Beatriz Duque no tiene que escudriñar mucho en los genes para afirmar que su inclinación por la docencia, esa que se le manifestó desde la época en la que enfilaba las muñecas para transmitirles todo el conocimiento que recibía en el colegio, está más que justificada, “porque mi papá y varios de mis tíos fueron maestros, y tal vez por eso desde que tenía como 5 años decía que quería ser ‘señorita’… Esa era la manera en la que llamábamos a las profesoras en mi kínder”, recuerda con una amplia sonrisa.

Casi como si le hubieran asegurado que el éxito estaría en cumplir ese sueño de niñez, Beatriz cursó todos sus años de primaria y bachillerato con la visión puesta en los salones de clase, “y como estudiaba en la Normal de Envigado, que tenía un énfasis en Pedagogía, pude enfrentarme a un grupo desde que tenía 14 años. Me acuerdo de qué hablé en mi primera clase y qué chiste me hicieron los niños”, cuenta con gracia.

En el último año de colegio, recuerda, recibió una orientación vocacional que no solo la enamoro más de la idea de dedicarse a la Pedagogía, sino que le cambió la vida, porque la enteró de la existencia de un programa en Educación Especial.

“Me dijeron que era la carrera que se ocupaba de la atención a las personas con discapacidad, y eso me retumbó”, comenta con expresión de asombro, y añade que esa reacción se debió en parte a un acercamiento previo con un caso de discapacidad, “porque cuando estaba muy niña iba a la casa de mi abuela a jugar con una tía, ya muy mayor, con esta condición. Yo la peinaba, le pintaba las uñas, le contaba historias… Ella era mi amiguita. Creo que eso influyó mucho en el momento en el que supe que podía formarme para trabajar por esa población”.
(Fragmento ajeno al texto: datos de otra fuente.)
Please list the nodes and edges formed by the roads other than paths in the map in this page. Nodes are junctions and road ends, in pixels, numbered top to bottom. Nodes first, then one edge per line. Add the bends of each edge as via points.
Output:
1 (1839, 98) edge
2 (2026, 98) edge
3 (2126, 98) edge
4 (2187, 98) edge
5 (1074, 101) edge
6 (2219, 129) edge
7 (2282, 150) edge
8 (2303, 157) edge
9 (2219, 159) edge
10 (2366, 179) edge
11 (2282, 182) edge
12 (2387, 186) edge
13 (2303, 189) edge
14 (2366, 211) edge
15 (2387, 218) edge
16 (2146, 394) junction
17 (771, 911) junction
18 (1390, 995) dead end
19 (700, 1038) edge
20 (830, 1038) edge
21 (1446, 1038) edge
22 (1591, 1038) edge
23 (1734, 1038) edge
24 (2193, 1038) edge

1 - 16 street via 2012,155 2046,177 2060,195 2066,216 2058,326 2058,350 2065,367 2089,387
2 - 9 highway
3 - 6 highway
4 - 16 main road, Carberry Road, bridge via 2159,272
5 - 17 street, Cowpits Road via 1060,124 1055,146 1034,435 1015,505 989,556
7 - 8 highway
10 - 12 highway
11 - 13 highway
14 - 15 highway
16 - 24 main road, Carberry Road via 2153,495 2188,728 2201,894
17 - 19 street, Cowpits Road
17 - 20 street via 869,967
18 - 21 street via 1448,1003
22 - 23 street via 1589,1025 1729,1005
De esta manera, Beatriz terminó una tecnología en Educación Especial, en la que entendió que el arte era una estrategia de enseñanza y transformación de vida, un descubrimiento que la motivó a entrar a la U. de A. para estudiar el programa de Artes Plásticas. “Fue la misma época en la que me metí a Teatro en la Epa y a Danza en el Ballet Folklórico… Quería tener todos los elementos para conformar propuestas artísticas que de verdad pudieran cambiarle la vida a alguien”.

Ese perfil que desarrolló mezclando la Pedagogía Especial con el Arte le sirvió para tener diferentes propuestas laborales, entre ellas la del entonces Centro de Servicios Pedagógicos de la U. de A., al que llegó para continuar con un proceso de formación en teatro para un grupo de personas con síndrome de Down.

“El grupo que llamaba Sueño de Colores, y fue una experiencia maravillosa porque utilizamos todos los recursos técnicos del teatro y los muchachos se aprendieron todo lo que debían decir. Nos presentamos en la universidad y la gente se quedó absolutamente asombrada”, explica.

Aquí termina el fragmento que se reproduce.